Reputation: 164
I have started using Spark 2.0 on my Eclipse, by making a maven project and getting in all the latest dependencies. I am able to run hive queries without any problems. My concern is that Spark creates another warehouse for hive and doesn't use the data warehouse that I want. So all the hive tables that I have on my server, I'm not able to read those hive tables into my Spark datasets and do any transformations. I'm only able to create and work on new tables, but i want to read my tables in hive.
My hive-site.xml :-
<configuration><property>
<name>javax.jdo.option.ConnectionURL</name>
<value>jdbc:mysql://localhost/metastore?createDatabaseIfNotExist=true</value>
<description>metadata is stored in a MySQL server</description></property> <property>
<name>javax.jdo.option.ConnectionDriverName</name>
<value>com.mysql.jdbc.Driver</value>
<description>MySQL JDBC driver class</description></property><property>
<name>javax.jdo.option.ConnectionUserName</name>
<value>hiveuser</value>
<description>user name for connecting to mysql server</description></property><property>
<name>javax.jdo.option.ConnectionPassword</name>
<value>root</value>
<description>password for connecting to mysql server</description></property><property>
<name>hive.metastore.warehouse.dir</name>
<value>/usr/local/Cellar/hive–1.1.0/apache-hive-1.1.0-bin/spark-warehouse</value>
<description>location of default database for the warehouse</description></property></configuration>
Upvotes: 1
Views: 18105
Reputation: 41
you should config in spark-defaults.conf
:
spark.sql.warehouse.dir hdfs://MA:8020/user/hive/warehouse
From http://spark.apache.org/docs/latest/sql-data-sources-hive-tables.html
Upvotes: 0
Reputation: 29237
As I understood, you are able to query from hive/beeline you cant able to query same table with spark program
Since you are using spark 2.0 please verify the below spark session
val spark = SparkSession
.builder()
.appName("yourappname")
.config("spark.sql.warehouse.dir", warehouseLocation)
.enableHiveSupport()
.getOrCreate()
SparkSession exposes “catalog” as a public instance that contains methods that work with the metastore (i.e data catalog).
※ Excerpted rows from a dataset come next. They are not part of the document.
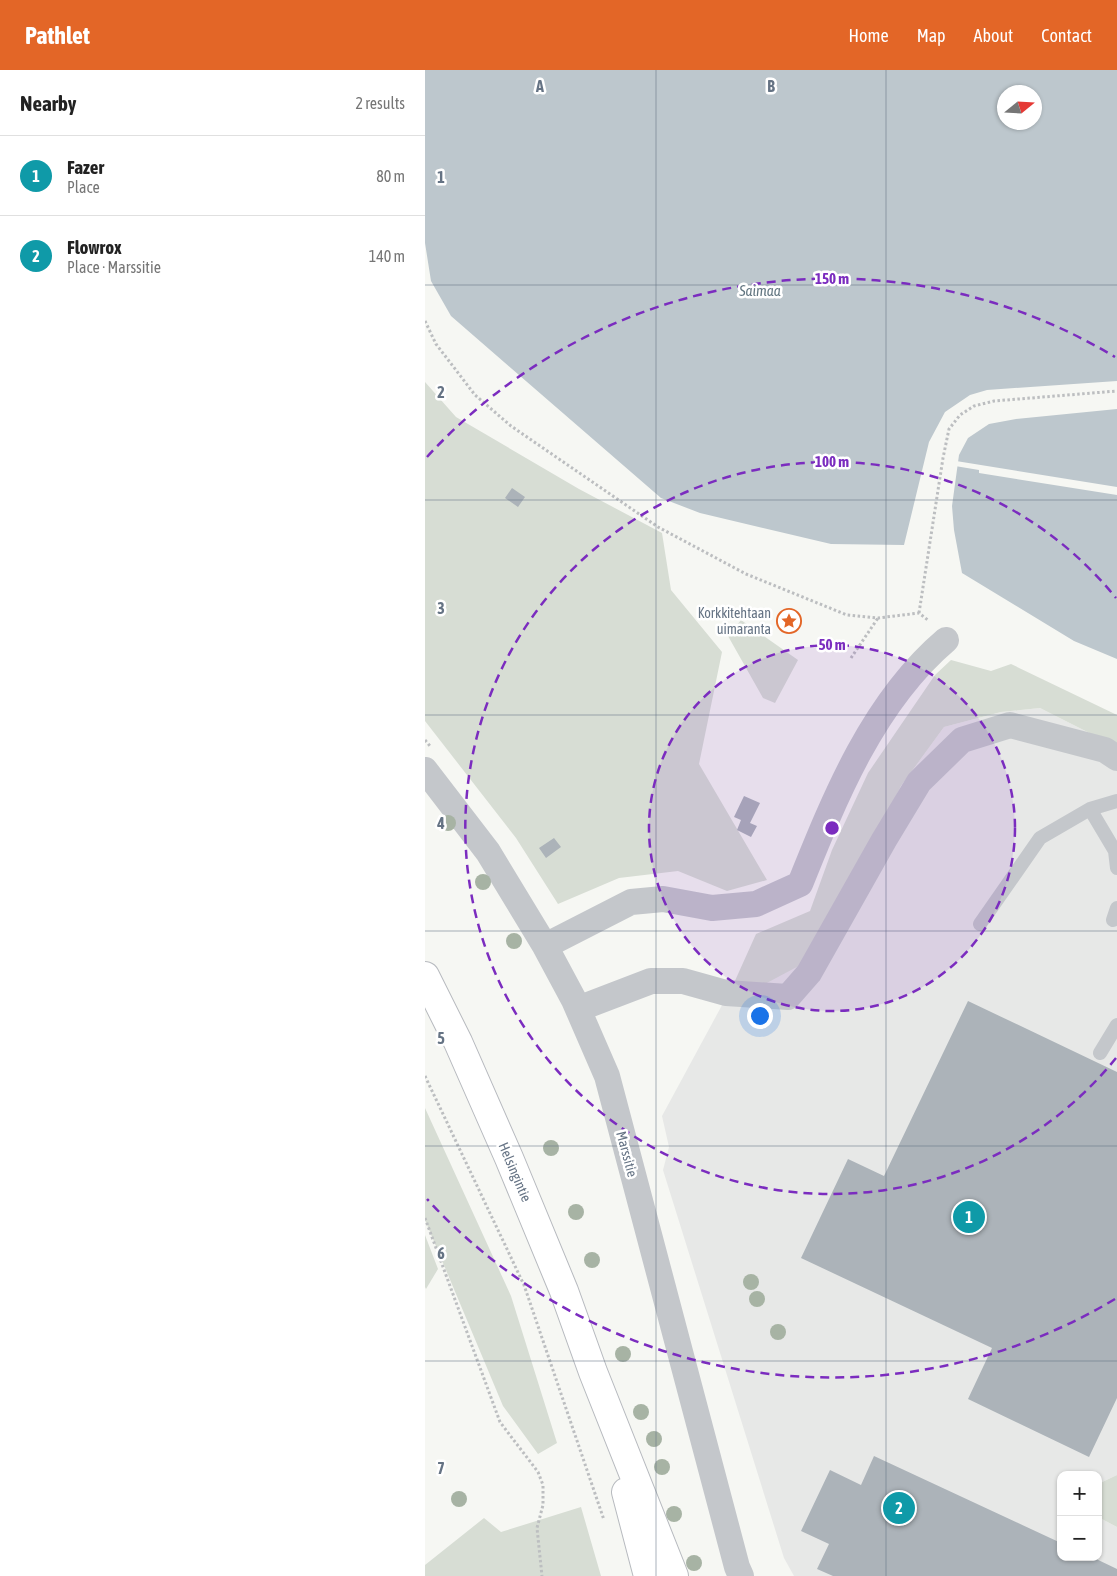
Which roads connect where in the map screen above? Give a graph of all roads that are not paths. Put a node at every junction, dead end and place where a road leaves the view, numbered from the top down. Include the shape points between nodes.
1 (946, 640) road end
2 (1117, 758) edge
3 (425, 770) edge
4 (1117, 801) edge
5 (1089, 809) junction
6 (1117, 868) edge
7 (980, 924) dead end
8 (545, 946) junction
9 (425, 976) edge
10 (578, 1009) junction
11 (1117, 1025) edge
12 (1101, 1052) dead end
13 (593, 1372) junction
14 (648, 1576) edge
15 (674, 1576) edge
16 (741, 1576) edge

1 - 8 street via 924,658 895,694 857,757 800,884 756,904 739,906 712,908 663,898 631,902
2 - 10 street via 1105,750 1010,725 962,740 919,782 809,973 788,997 726,993 683,982 651,981
3 - 8 street, Marssitie via 488,852
4 - 5 lane
5 - 6 lane via 1115,851
5 - 7 lane via 1040,838
8 - 10 street, Marssitie
9 - 13 main road, Helsingintie via 509,1158 564,1291
10 - 16 street, Marssitie via 607,1076
11 - 12 lane
13 - 14 main road, Helsingintie
13 - 15 main road, Helsingintie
Since these methods return a Dataset, you can use Dataset API to access or view data.
Also try below
//fetch metadata data from the catalog
spark.catalog.listDatabases.show(false)
spark.catalog.listTables.show(false)
and then print spark.conf.getAll().mkString("\n"))
you can see whether any difference in hive properties(like hive.metastore.warehouse.dir
or hive.metastore.uris
) which were there in hive-site.xml with the above properties.
Upvotes: 1
Reputation: 1210
In hive-site.xml add,
<property>
<name>hive.metastore.uris</name>
<value>thrift://HOST_IP_ADDRESS:9083</value>
<description>Thrift URI for the remote metastore. Used by metastore client to connect to remote metastore.</description>
</property>
restart hive service
and then set,
1)Copy hive-site.xml from $HIVE_CONF dir to $SPARK_CONF dir
or 2)
HiveContext hiveContext = new HiveContext(sc);
hiveContext.setConf("hive.metastore.uris", "thrift://HOST_IP_ADDRESS:9083");
Upvotes: 0